==== Supplied information ====

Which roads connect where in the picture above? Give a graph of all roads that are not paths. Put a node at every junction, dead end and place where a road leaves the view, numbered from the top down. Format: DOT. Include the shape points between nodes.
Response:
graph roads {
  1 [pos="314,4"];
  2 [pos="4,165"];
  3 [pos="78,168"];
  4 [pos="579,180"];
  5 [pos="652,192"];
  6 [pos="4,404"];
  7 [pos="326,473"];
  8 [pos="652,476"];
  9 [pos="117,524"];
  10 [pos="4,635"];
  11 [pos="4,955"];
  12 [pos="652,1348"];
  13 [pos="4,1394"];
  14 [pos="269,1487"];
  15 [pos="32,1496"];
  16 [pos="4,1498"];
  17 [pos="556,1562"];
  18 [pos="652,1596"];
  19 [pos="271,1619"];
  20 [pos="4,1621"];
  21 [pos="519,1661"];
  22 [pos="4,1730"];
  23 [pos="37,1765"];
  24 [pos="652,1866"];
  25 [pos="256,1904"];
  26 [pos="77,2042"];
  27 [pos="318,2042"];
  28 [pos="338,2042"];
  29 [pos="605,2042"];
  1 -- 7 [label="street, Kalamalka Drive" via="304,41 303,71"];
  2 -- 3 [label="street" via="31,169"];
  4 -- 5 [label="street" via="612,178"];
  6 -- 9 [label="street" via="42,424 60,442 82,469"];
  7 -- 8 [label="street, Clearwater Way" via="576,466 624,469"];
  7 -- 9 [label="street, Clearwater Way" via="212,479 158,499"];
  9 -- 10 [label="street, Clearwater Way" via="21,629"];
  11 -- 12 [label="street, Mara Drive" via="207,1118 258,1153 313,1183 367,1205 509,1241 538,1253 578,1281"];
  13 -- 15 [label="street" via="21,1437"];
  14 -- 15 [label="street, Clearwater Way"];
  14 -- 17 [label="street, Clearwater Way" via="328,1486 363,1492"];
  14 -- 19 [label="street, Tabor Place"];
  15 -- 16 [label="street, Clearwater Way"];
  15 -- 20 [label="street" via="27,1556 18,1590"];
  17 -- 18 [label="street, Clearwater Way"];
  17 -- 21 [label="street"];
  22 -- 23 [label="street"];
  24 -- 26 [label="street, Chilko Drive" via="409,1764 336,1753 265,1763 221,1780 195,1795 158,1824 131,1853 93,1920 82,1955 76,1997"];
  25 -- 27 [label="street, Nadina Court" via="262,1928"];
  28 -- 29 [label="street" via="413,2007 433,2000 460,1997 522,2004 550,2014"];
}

====

__What is expected__. I would like the records restated exactly, with every line intact.

__Output below__.
Which roads connect where in the picture above? Give a graph of all roads that are not paths. Put a node at every junction, dead end and place where a road leaves the view, numbered from the top down. Format: DOT. Include the shape points between nodes.
Response:
graph roads {
  1 [pos="314,4"];
  2 [pos="4,165"];
  3 [pos="78,168"];
  4 [pos="579,180"];
  5 [pos="652,192"];
  6 [pos="4,404"];
  7 [pos="326,473"];
  8 [pos="652,476"];
  9 [pos="117,524"];
  10 [pos="4,635"];
  11 [pos="4,955"];
  12 [pos="652,1348"];
  13 [pos="4,1394"];
  14 [pos="269,1487"];
  15 [pos="32,1496"];
  16 [pos="4,1498"];
  17 [pos="556,1562"];
  18 [pos="652,1596"];
  19 [pos="271,1619"];
  20 [pos="4,1621"];
  21 [pos="519,1661"];
  22 [pos="4,1730"];
  23 [pos="37,1765"];
  24 [pos="652,1866"];
  25 [pos="256,1904"];
  26 [pos="77,2042"];
  27 [pos="318,2042"];
  28 [pos="338,2042"];
  29 [pos="605,2042"];
  1 -- 7 [label="street, Kalamalka Drive" via="304,41 303,71"];
  2 -- 3 [label="street" via="31,169"];
  4 -- 5 [label="street" via="612,178"];
  6 -- 9 [label="street" via="42,424 60,442 82,469"];
  7 -- 8 [label="street, Clearwater Way" via="576,466 624,469"];
  7 -- 9 [label="street, Clearwater Way" via="212,479 158,499"];
  9 -- 10 [label="street, Clearwater Way" via="21,629"];
  11 -- 12 [label="street, Mara Drive" via="207,1118 258,1153 313,1183 367,1205 509,1241 538,1253 578,1281"];
  13 -- 15 [label="street" via="21,1437"];
  14 -- 15 [label="street, Clearwater Way"];
  14 -- 17 [label="street, Clearwater Way" via="328,1486 363,1492"];
  14 -- 19 [label="street, Tabor Place"];
  15 -- 16 [label="street, Clearwater Way"];
  15 -- 20 [label="street" via="27,1556 18,1590"];
  17 -- 18 [label="street, Clearwater Way"];
  17 -- 21 [label="street"];
  22 -- 23 [label="street"];
  24 -- 26 [label="street, Chilko Drive" via="409,1764 336,1753 265,1763 221,1780 195,1795 158,1824 131,1853 93,1920 82,1955 76,1997"];
  25 -- 27 [label="street, Nadina Court" via="262,1928"];
  28 -- 29 [label="street" via="413,2007 433,2000 460,1997 522,2004 550,2014"];
}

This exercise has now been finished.